The current intervention, then, is rooted in growing Saudi alarm over the Houthi movement's popularity and the increasing strength of its tribal alliance. The Houthis' capture of Sana, rapid military expansion southward, and impending conquest of Aden despite foreign efforts to thwart their progress all present a serious threat to Riyadh's regional strategy -- especially as Houthi leaders have made no secret of their disdain and hostile intentions toward the Saudi monarchy. Alongside their military gains, the Houthis have emerged as a potential political force that can form a strong central government with an anti-Saudi agenda. For now, the Saudi coalition continues to gain the support of Arab and Western countries, several of whom seem to be on the verge of committing ground troops. This situation could further exacerbate the humanitarian crisis brought on by Houthi battles with multiple opposition groups and the expanding air campaign.

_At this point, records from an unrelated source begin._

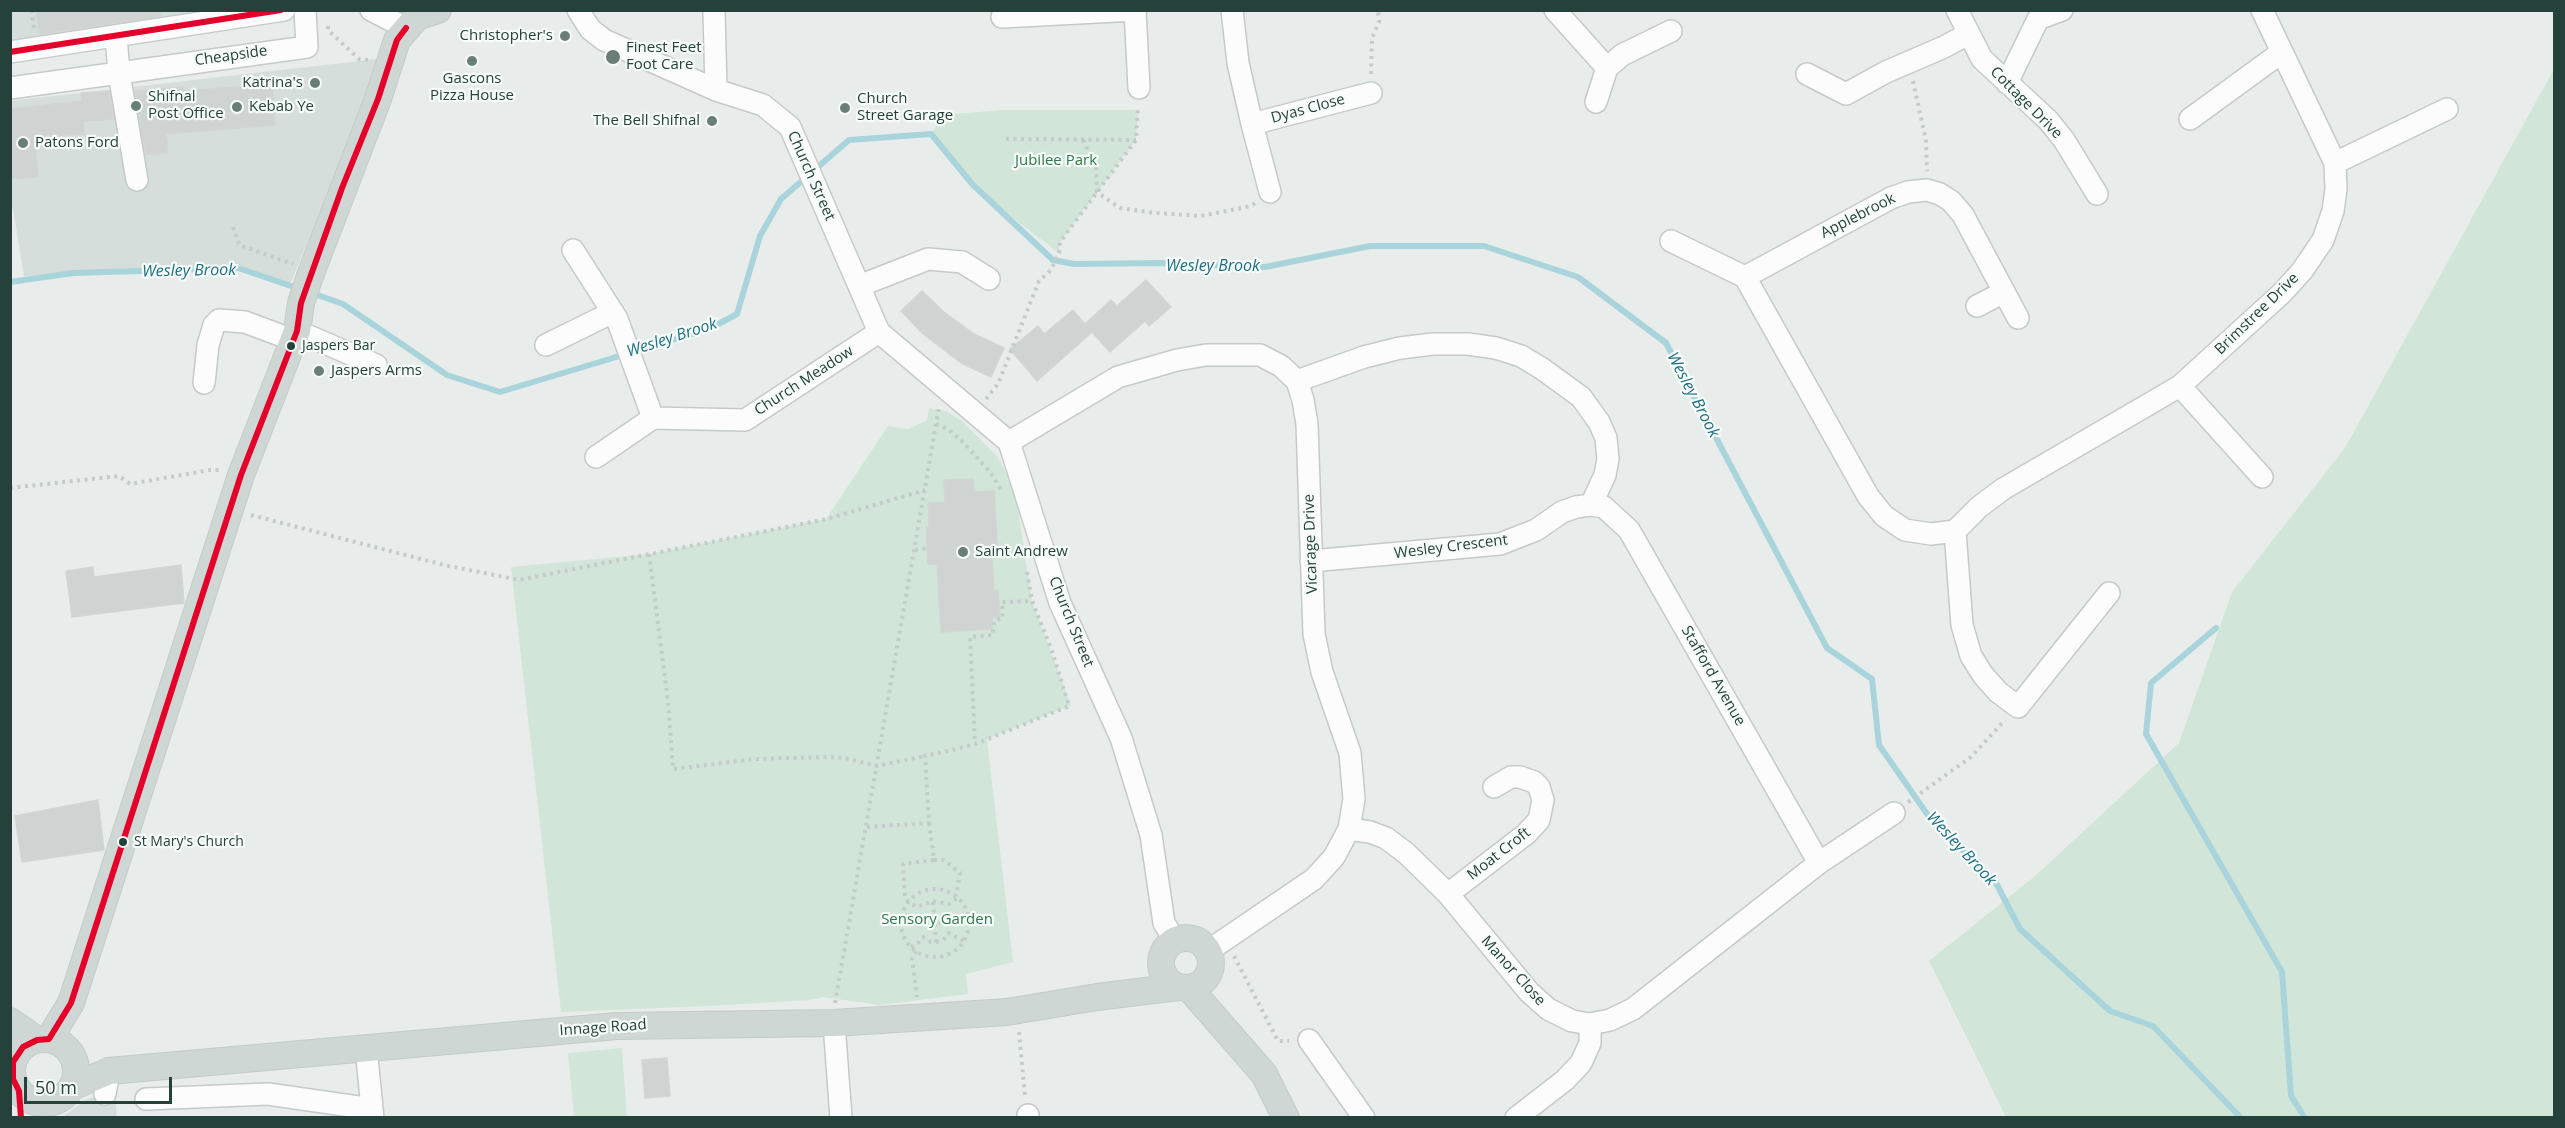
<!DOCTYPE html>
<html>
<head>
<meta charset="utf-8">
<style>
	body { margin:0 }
	#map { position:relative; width:2565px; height:1128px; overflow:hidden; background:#e8edeb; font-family:"Open Sans",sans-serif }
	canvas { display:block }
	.frame { position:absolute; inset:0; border:12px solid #24423a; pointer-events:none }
	.scale { position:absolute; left:24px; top:1077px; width:148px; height:27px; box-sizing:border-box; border:3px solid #24423a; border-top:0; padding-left:8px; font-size:18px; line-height:21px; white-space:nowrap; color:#24423a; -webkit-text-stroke:4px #f7fbf9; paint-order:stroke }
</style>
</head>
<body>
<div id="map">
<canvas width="2565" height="1128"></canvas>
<div class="frame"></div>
<div class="scale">50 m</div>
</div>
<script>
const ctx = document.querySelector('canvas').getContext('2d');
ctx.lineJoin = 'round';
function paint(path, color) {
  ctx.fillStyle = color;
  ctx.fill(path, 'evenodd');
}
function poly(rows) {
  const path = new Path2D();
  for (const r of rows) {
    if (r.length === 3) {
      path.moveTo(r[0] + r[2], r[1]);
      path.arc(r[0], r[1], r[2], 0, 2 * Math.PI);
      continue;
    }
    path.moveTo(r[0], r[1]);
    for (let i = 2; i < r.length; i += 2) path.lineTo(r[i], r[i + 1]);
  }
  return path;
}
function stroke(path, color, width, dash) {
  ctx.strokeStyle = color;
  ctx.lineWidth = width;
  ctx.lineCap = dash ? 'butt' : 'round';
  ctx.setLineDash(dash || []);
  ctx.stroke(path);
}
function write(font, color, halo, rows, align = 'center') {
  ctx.font = font + ' "Open Sans",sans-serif';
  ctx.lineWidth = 4.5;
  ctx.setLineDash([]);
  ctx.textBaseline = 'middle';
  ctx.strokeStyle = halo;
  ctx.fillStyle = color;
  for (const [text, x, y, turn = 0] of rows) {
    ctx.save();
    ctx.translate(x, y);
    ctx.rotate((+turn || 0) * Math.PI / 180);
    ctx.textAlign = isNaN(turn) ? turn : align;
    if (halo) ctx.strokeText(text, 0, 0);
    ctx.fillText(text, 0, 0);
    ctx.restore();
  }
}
paint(poly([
	[11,11,222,11,11,48],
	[377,59,381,75,289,286,238,268,24,276,13,209,11,208,10,101],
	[105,1094,115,1095,117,1117,61,1118,87,1099]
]), '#d6dedb');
paint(poly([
	[2554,69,2554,1117,2006,1117,1929,961,2034,877,2179,743,2232,592,2345,448],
	[1001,110,1138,110,1136,140,1060,242,1059,253,992,202,931,134,943,115],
	[929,408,946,411,963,422,997,456,1006,473,1017,503,1032,601,1071,705,987,739,1013,962,966,974,968,994,879,1005,823,997,810,1000,710,1006,561,1012,511,567,649,554,826,519,888,426,908,429,915,426,927,420],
	[622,1048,627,1117,574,1117,568,1053]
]), '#d1e6d8');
stroke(poly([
	[10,282,73,273,238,268,300,289],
	[309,292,343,304,447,375,500,392,709,329,737,314,760,236,781,199,849,140,931,134,973,185,1053,260,1074,264,1163,263,1265,267,1370,246,1484,246,1578,277,1666,343,1827,648,1872,679,1879,745,1932,821,1995,881,2020,929,2110,1011,2153,1026,2241,1118],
	[2216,628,2151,683,2146,734,2282,972,2291,1096,2305,1118]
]), '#a9d4db', 6);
const building = poly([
	[36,10,160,10,161,16,40,34,36,10],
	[272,84,275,125,166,134,168,153,146,155,135,91,184,87,184,91,272,84],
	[109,91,114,119,83,121,84,134,35,137,38,177,10,179,10,109,82,101,81,93,109,91],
	[1146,280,1171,307,1149,326,1145,321,1110,352,1092,332,1037,381,1010,349,1038,326,1044,334,1073,310,1085,324,1111,300,1117,306,1146,280],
	[922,291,944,312,974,334,1004,348,991,377,961,363,923,334,901,311,922,291],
	[973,479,974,492,994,491,998,556,992,557,994,591,998,590,1000,617,992,618,992,629,941,632,937,564,928,564,926,527,929,527,928,503,945,502,944,480,973,479],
	[181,565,184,603,72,617,66,571,93,567,94,577,181,565],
	[98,800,104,850,22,862,15,816,98,800],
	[667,1058,670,1096,645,1098,642,1060,667,1058]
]);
paint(building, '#cfd4d2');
stroke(building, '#d1d6d4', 1.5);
const minor = poly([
	[371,10,406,28],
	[578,10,590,29,604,40,716,90,763,105,790,127,879,332,1009,442,1060,603,1121,738,1151,835,1164,923,1172,936,1177,940],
	[714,10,716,90],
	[1232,10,1238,63,1252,124,1371,93],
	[1555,10,1607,68,1622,55,1671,31],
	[1957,10,1982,59,2048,120,2064,140,2097,194],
	[1002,17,1135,10,1139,88],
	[10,52,284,10],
	[1807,74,1846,94,1886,72,1944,47,1968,34],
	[2007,83,2038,19,2062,10],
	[10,88,119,73,116,36],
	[1596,102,1607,68],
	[2190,119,2282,52],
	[1252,124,1270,192],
	[2335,163,2447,109],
	[137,180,119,73,307,47,305,10],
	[1671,241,1745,277],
	[573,250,617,319,653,418,745,420,879,332],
	[859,286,928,259,962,262,989,279],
	[1977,306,2004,292],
	[297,331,376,365],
	[546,345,613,312],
	[1297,381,1364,357,1400,348,1433,344,1468,344,1496,348,1521,356,1541,368,1581,397,1599,422,1606,438,1608,459,1605,475,1591,505,1576,507,1562,512,1536,530,1500,544,1311,561],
	[204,383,208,345,214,325,219,320,245,322,293,340],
	[2180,386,2262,477],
	[1009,442,1118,377,1177,360,1206,355,1260,355,1281,366,1297,381,1303,400,1307,424,1314,634,1322,672,1350,753,1354,799,1349,829,1334,857,1314,879,1208,951],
	[596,457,653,418],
	[1591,505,1604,507,1629,530,1819,863],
	[1955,531,1979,507,2003,489,2180,386,2282,293,2302,271,2323,240,2333,211,2336,189,2335,163,2262,10],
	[1955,531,1931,534,1905,530,1884,516,1868,496,1745,277,1891,198,1908,192,1927,190,1940,194,1951,201,1963,215,2018,318],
	[1955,531,1962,625,1971,656,1983,675,1998,692,2018,707,2109,593],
	[1349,829,1370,832,1386,838,1406,853,1448,894,1529,992,1548,1009,1572,1021,1590,1024,1590,1043,1581,1063,1565,1080,1516,1118],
	[1448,894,1526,834,1539,820,1543,800,1539,787,1534,782,1520,777,1511,777,1494,787],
	[834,1023,841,1118],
	[1590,1024,1610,1020,1633,1009,1819,863,1894,813],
	[1309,1040,1364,1118],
	[366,1048,373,1118],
	[10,1079,13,1079],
	[105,1094,109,1071],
	[146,1099,268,1094,372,1109],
	[1028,1118,1028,1115]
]);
const major = poly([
	[1186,963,25],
	[1189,988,1264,1074,1286,1118],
	[10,1021,37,1040],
	[44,1071,32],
	[49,1039,71,1003,241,475,297,331,301,303,310,276,378,99,397,40,417,17,438,10],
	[74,1086,109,1071,617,1026,834,1023,1007,1012,1097,997,1178,987]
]);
stroke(minor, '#c5cac8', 24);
stroke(major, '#c3ccc9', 28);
stroke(poly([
	[32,10,34,30],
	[328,26,328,30,359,59,368,60],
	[1371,74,1372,38,1379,22,1378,10],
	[1913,81,1926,141,1927,171],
	[1006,139,1136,140],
	[1083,140,1096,166,1097,192,1120,208,1155,213,1201,216,1251,206,1255,203],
	[233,227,239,245,293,264],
	[986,399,998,384,1039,281,1051,270,1059,253,1060,242,1136,140,1138,106],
	[936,424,949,430,964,443,990,472,1002,491],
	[10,488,119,476,130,484,210,470,222,470],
	[251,515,444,565,519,580,827,519,925,490],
	[915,550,927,548],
	[649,554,668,701,673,769,755,759,828,757,845,758,877,766,925,756],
	[1027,572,1032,601],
	[1908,802,1971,757,2005,720],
	[929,823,934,860,903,864,905,897,908,902,917,907,933,901,949,904,958,897],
	[867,827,929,823,925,756,956,749,978,743,1069,706,1052,651,1032,601,1002,602,1003,618,994,621,993,635,970,637,975,743],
	[934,860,944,860,960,873,956,896],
	[935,923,34],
	[901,923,937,923,969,919],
	[936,942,943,940,949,933,964,941],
	[911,947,919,942,923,937,931,942,936,942,933,901],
	[916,951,912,959,917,997],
	[1234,956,1278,1041,1289,1041],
	[835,1003,939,407],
	[1019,1032,1025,1096]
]), '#c3ccca', 4, [3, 4.5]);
stroke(minor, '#fcfcfc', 21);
stroke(major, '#cfd7d5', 26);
stroke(poly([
	[10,52,281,10],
	[21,1118,19,1091,13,1079,13,1062,23,1047,37,1040,49,1039,71,1003,241,475,297,331,301,303,342,188,378,99,397,40,406,28]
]), '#e4002b', 6);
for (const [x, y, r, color] of [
	[565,36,6,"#697e78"],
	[613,57,8,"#697e78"],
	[472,61,6,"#697e78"],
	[315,83,6,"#697e78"],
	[136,106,6,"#697e78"],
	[237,107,6,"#697e78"],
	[845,108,6,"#697e78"],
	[712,121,6,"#697e78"],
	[23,143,6,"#697e78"],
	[291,346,5,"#24423a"],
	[319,371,6,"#697e78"],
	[963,552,6,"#697e78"],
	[123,842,5,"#24423a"]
]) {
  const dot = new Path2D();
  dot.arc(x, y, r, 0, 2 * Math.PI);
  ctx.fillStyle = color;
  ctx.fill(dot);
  stroke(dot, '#f7fbf9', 2);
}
write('14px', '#24423a', '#f7fbf9', [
	["Jaspers Bar",302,346],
	["St Mary's Church",134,842]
], 'left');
write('15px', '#24423a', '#f7fbf9', [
	["Christopher's",553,36,"right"],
	["Finest Feet",626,48],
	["Foot Care",626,65],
	["Gascons",472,79,"center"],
	["Pizza House",472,96,"center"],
	["Katrina's",303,83,"right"],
	["Shifnal",148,97],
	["Post Office",148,114],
	["Church",857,99],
	["Street Garage",857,116],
	["Kebab Ye",249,107],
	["The Bell Shifnal",700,121,"right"],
	["Patons Ford",35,143],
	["Jaspers Arms",331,371],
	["Saint Andrew",975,552]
], 'left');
write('15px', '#24423a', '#f7fbf9', [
	["Cheapside",231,56,-8],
	["Cottage Drive",2026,103,45],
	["Dyas Close",1308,109,-15],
	["Church Street",811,176,66],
	["Applebrook",1858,216,-27],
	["Brimstree Drive",2257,314,-44],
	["Church Meadow",804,381,-33],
	["Vicarage Drive",1311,544,-92],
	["Wesley Crescent",1451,547,-7],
	["Church Street",1071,622,68],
	["Stafford Avenue",1713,676,60],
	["Moat Croft",1499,854,-38],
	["Manor Close",1513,971,48],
	["Innage Road",603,1028,-4]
]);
write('15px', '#2d7a4b', '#f7fbf9', [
	["Jubilee Park",1056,161],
	["Sensory Garden",937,920]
]);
write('italic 16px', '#1c6f80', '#f7fbf9', [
	["Wesley Brook",1213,266],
	["Wesley Brook",189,271,-1],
	["Wesley Brook",672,338,-18],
	["Wesley Brook",1693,395,62],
	["Wesley Brook",1961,849,47]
]);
</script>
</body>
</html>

Riyadh and its coalition partners believe they are defending Yemen against an Iranian threat, and this view is not entirely unfounded given the Houthi movement's links to Iran (e.g., see PolicyWatch 2364, "Yemen's Zaidis: A Window for Iranian Influence"). Yet underlying the bombardments is a long history of Saudi-Yemeni tensions. Heeding the call of Saudi propaganda and fears over the security of the vital Bab al-Mandab Strait, the United States and other countries have been drawn into a local border war whose deep roots may not be fully appreciated.
Asher Orkaby is a research fellow at the Crown Center for Middle East Studies at Brandeis University.